Little more than half-a-year after closing its $78 million series A financing, Artiva Biotherapeutics Inc. has inked a new global licensing deal with Merck & Co. Inc. to develop up to three natural killer (NK) cell therapies engineered with chimeric antigen receptors (CAR) against tumor-associated antigens of its choosing. Merck will pay Artiva $30 million up front for two initial programs, plus $15 million more should it opt into the third. Each program carries $612 million in potential development and commercial milestone payments. With unfettered success, total deal value could hit $1.88 billion, plus royalties.

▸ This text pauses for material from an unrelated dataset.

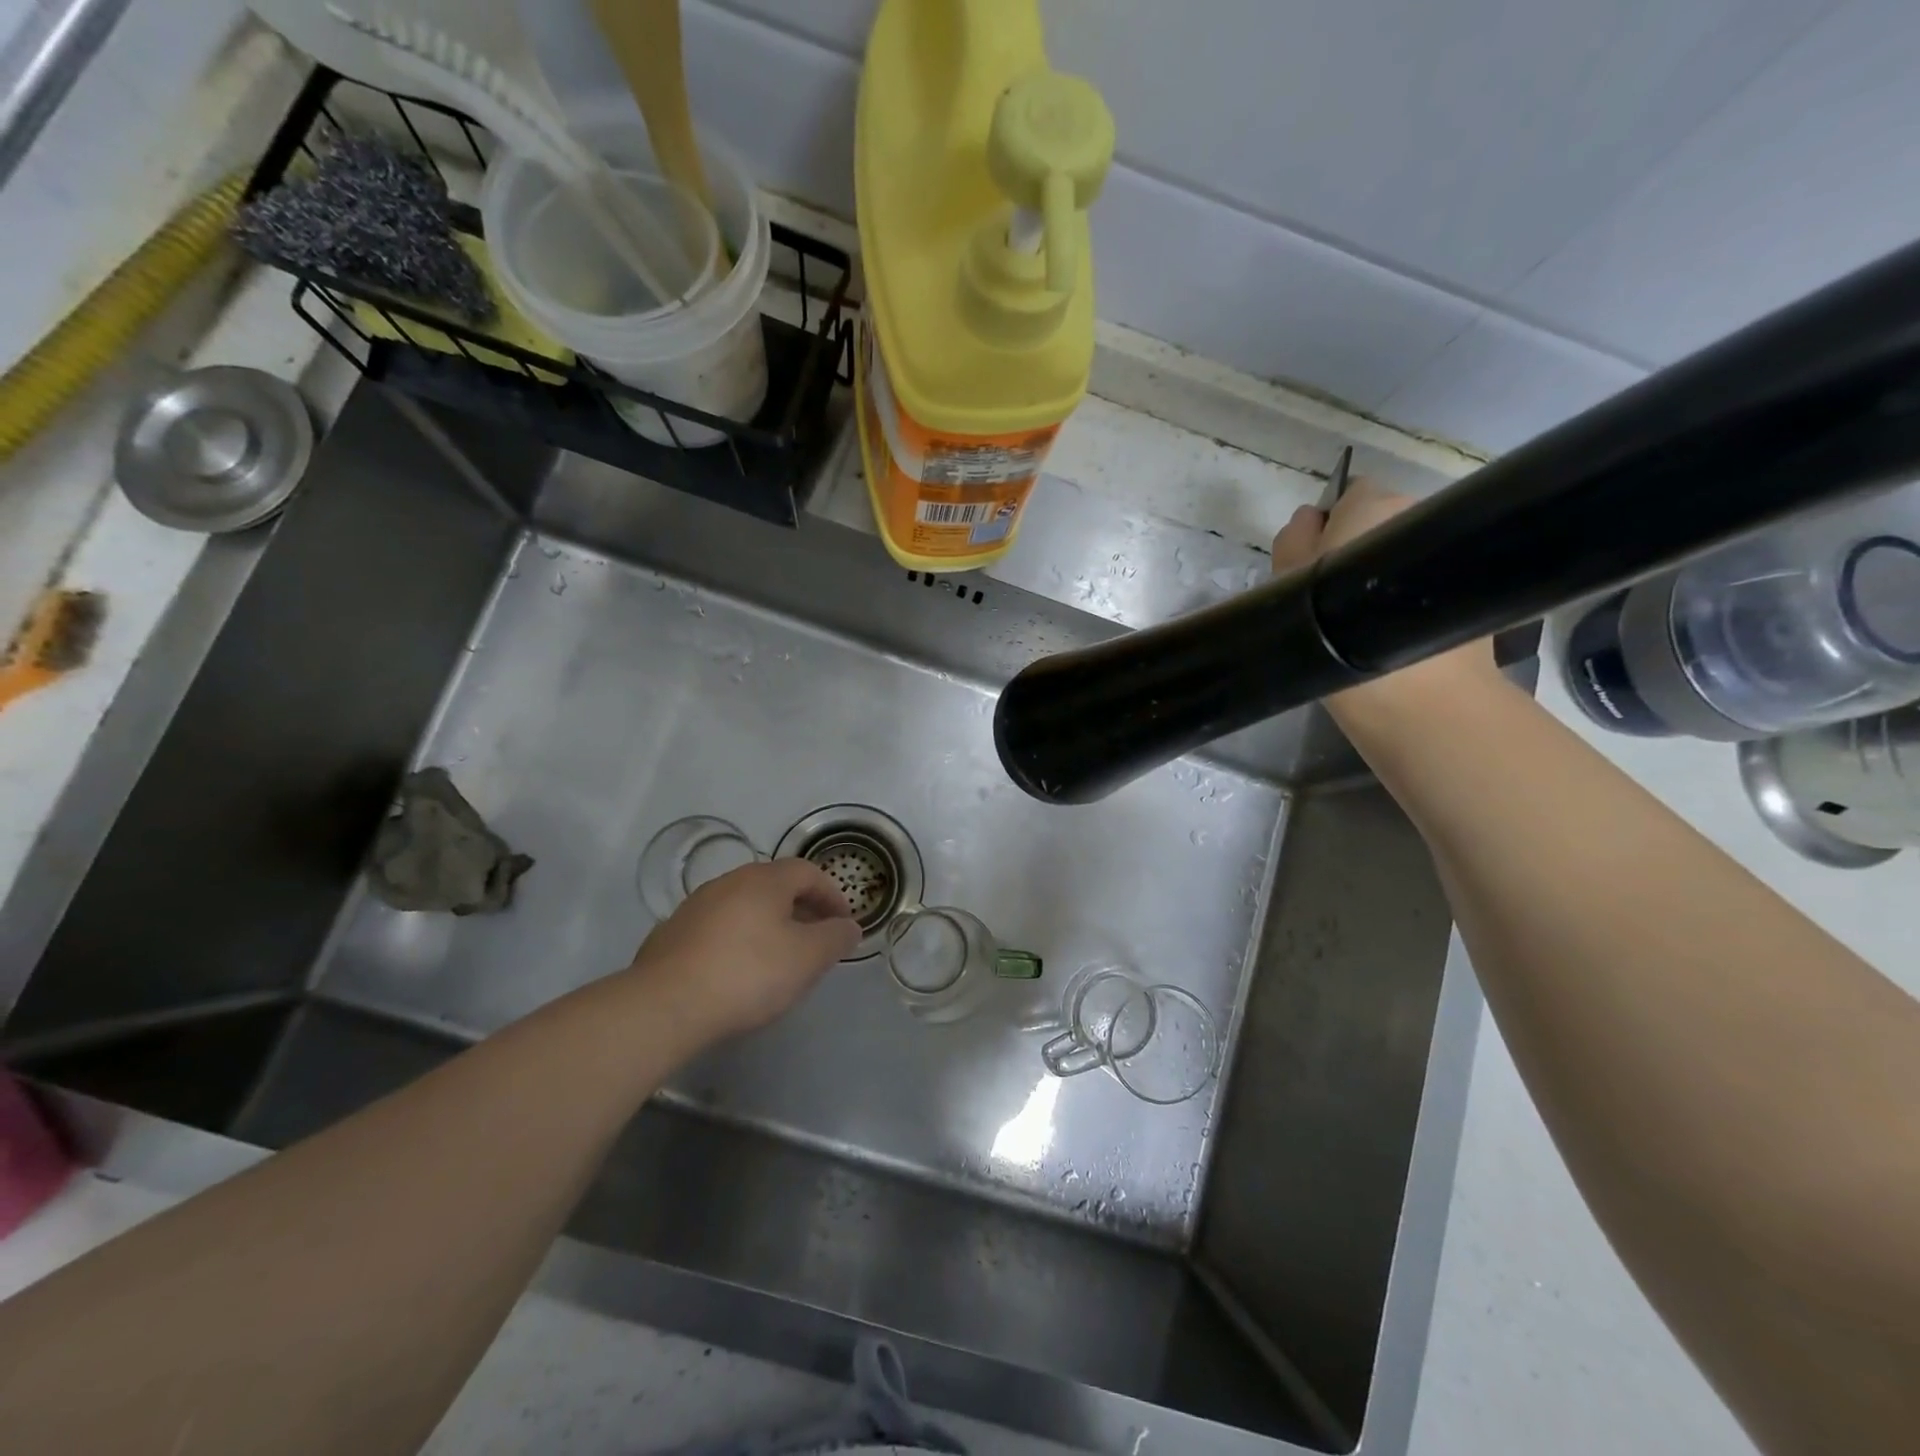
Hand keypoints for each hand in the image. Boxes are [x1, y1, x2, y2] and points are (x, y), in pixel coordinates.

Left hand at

Marking the first time monoclonal antibodies developed by separate companies will be tested in combination against COVID-19, Vir Biotechnology Inc.’s VIR-7831 will be added to Eli Lilly and Co.’s bamlanivimab in the ongoing phase II BLAZE-4 study in low-risk patients with mild to moderate disease. The collaboration comes as early research indicates some antibodies in development appear to lose activity when pitted against emerging SARS-CoV-2 variants. VIR-7831 (also known as GSK-4182136), partnered with Glaxosmithkline plc, is designed to bind to a different epitope of the SARS-CoV-2 spike protein than bamlanivimab. A dual-action antibody, VIR-7831 is designed to both block viral entry into healthy cells and clear infected cells.

Phase II data with San Diego-based Heron Therapeutics Inc.’s pain drug HTX-011 (Zynrelef) graced the online pages of the Journal of the American Podiatric Medical Association in early January, whetting investor thirst for an FDA decision regarding approval, slated by May 12. And the agency’s go-ahead, if it comes, could have special meaning for Pacira Biosciences Inc. with competing analgesic Exparel (bupivacaine).